Des courts métrages ont été projetés à l’occasion du 6e Festival national de la littérature et du cinéma de la femme de Saïda. Aperçu.

Plusieurs courts métrages ont été projetés au 6e Festival national de la littérature et du cinéma de la femme de Saïda. Des films de qualité différente réalisés pour la plupart par de jeunes cinéastes avec des moyens limités. Le vieux Kalbelouz est le premier court métrage de Imen Ayadi. C’est l’histoire d’un homme d’un certain âge (Ahmed Benaissa), qui vit à Alger, et qui attend la venue de sa famille établie en France. Il part acheter «le gâteau préféré» de son petit-fils.

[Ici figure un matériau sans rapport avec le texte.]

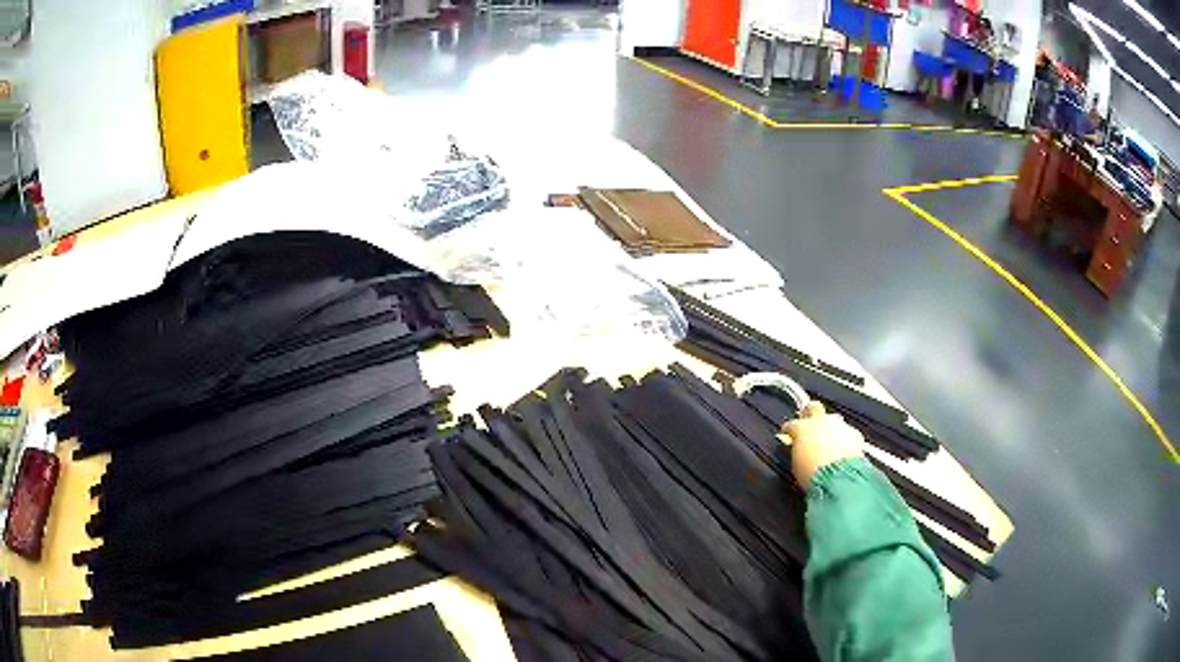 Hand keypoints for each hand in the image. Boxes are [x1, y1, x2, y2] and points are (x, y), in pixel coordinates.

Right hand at [781, 401, 864, 489]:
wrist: (838, 478)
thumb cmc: (812, 473)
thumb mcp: (796, 464)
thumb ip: (797, 451)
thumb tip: (799, 449)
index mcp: (801, 428)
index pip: (791, 424)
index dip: (789, 430)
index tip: (788, 435)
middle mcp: (821, 421)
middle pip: (814, 407)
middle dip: (810, 413)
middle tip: (809, 424)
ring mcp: (839, 425)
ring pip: (833, 421)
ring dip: (830, 429)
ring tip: (829, 444)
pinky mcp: (854, 434)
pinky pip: (847, 433)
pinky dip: (844, 440)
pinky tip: (843, 451) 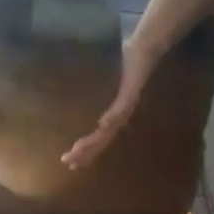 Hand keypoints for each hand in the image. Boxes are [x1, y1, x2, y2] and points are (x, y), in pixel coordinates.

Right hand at [62, 41, 150, 169]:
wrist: (144, 50)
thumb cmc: (124, 64)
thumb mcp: (106, 82)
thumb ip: (98, 92)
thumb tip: (77, 96)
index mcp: (116, 114)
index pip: (99, 138)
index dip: (86, 150)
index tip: (70, 162)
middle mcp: (122, 114)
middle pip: (103, 138)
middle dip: (86, 151)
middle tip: (68, 162)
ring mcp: (127, 104)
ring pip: (109, 128)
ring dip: (94, 140)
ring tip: (78, 150)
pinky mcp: (131, 92)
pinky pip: (121, 107)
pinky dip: (112, 117)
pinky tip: (102, 124)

En cours de route, il fait des petites rencontres. Nostalgique, l’homme passe en revue sa vie et regrette quelque peu l’évolution de l’Algérie. «Notre histoire est faite de lointains souvenirs», dit-il. «Nos enfants sont déjà partis loin, très loin», ajoute-t-il. Le texte dit en français est allégorique mais n’échappe pas aux clichés habituels sur l’Algérie, telle que perçue de l’autre côté de la Méditerranée où l’on ressasse l’idée fausse de «pays invivable».

La chanson de Ya dzayer ya el assima d’Abdelmadjid Meskoud accompagne le récit comme pour suggérer qu’Alger est victime «d’un envahissement» des ruraux qui l’auraient dégradé et dévalorisé.

Sans convaincre, Imene Ayadi assume ce choix. «Je n’ai aucun problème à dire que j’ai choisi cette chanson parce que je l’aime, pas besoin de me justifier. Je suis réalisatrice et je décide de ce que je veux mettre. J’ai le droit, c’est ma création. Le sujet c’était la ville, Alger», a-elle-dit lors d’un débat après la projection du film à la salle Douniazed à Saïda.

Une ville qui n’apparaît que peu dans le film et la signification du Vieux kalbelouz n’est pas claire. Ce film est la première expérience d’Imene Ayadi, fille du réalisateur Ali Fatah Ayadi, qui entend pénétrer le monde compliqué du cinéma, après des études à Nice, en France. Il va falloir voir attendre d’autres films de la jeune cinéaste...

Après trois longs métrages, Jours de cendre (2013), El Achiq (2017) et Le Sang des loups (2019), Amar Sifodil passe au court métrage avec Bent el houma (La fille de mon quartier), une histoire urbaine qui explore l’impossibilité de l’amour. Sami (Ali Namous) est «parkingueur» dans une cité, peut-être à Alger. Il suit le mouvement d’entrée et de sortie de sa voisine Anya (Ourdia Maafa), une fille plutôt libre.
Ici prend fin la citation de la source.